■ **Task to complete**
Where a line of the listing below holds "Crescent", add it to the tally; give only the final number.
+++
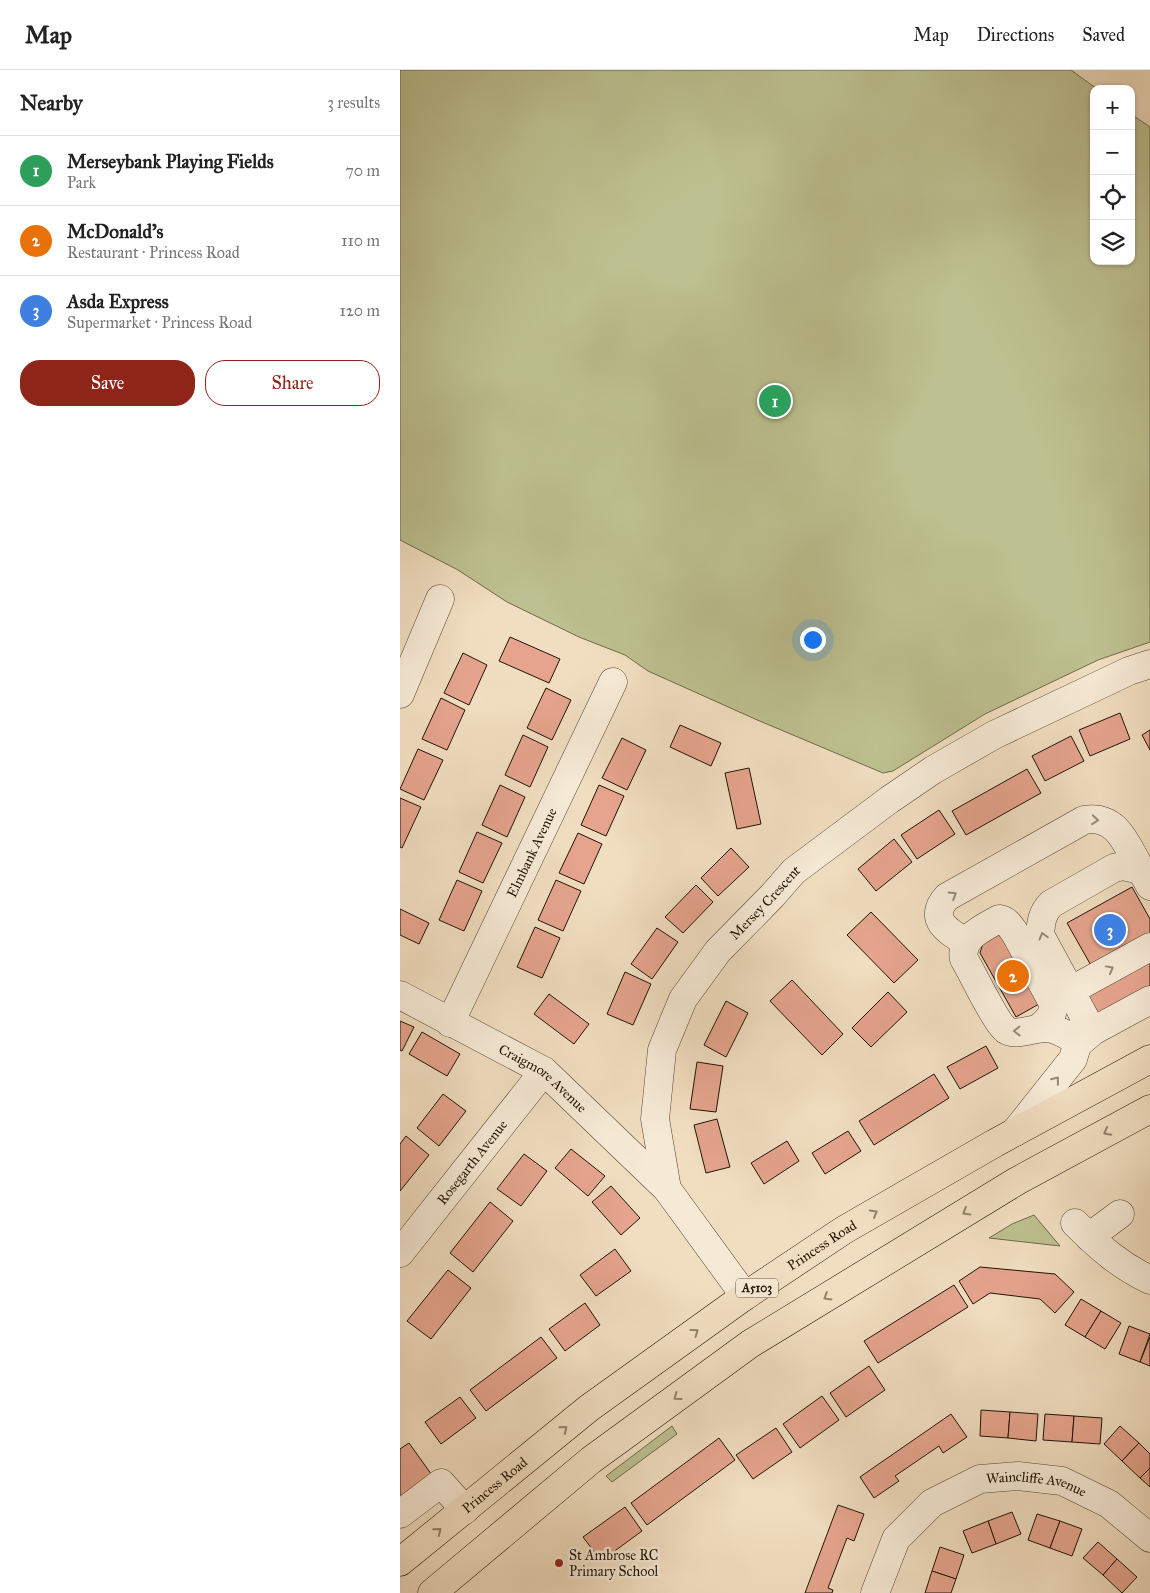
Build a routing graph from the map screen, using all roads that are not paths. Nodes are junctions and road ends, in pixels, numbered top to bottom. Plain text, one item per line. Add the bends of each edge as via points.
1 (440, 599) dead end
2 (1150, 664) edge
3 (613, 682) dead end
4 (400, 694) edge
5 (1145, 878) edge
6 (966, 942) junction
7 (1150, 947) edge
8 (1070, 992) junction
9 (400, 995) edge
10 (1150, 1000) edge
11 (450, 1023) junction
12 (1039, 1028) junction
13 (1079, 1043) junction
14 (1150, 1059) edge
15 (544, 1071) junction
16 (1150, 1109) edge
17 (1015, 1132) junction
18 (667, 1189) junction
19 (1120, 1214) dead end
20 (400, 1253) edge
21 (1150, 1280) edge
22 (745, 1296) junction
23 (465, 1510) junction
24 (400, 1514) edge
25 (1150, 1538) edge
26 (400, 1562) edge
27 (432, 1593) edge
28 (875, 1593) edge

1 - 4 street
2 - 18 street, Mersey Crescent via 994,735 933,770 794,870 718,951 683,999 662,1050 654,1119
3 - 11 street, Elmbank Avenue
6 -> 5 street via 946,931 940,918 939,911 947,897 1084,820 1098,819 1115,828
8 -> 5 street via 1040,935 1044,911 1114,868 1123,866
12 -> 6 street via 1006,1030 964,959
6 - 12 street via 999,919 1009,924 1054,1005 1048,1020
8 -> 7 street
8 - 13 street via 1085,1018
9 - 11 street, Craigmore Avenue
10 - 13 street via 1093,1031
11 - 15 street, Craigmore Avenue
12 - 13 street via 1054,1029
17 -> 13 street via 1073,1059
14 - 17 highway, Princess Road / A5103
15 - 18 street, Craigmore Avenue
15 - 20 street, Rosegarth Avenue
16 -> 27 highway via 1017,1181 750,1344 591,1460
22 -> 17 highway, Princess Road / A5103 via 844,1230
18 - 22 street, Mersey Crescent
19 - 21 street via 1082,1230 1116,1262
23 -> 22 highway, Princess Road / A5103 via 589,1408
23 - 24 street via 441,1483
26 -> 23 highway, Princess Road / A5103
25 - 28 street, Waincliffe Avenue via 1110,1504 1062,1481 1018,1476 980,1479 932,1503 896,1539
+++
■ **Answer**
2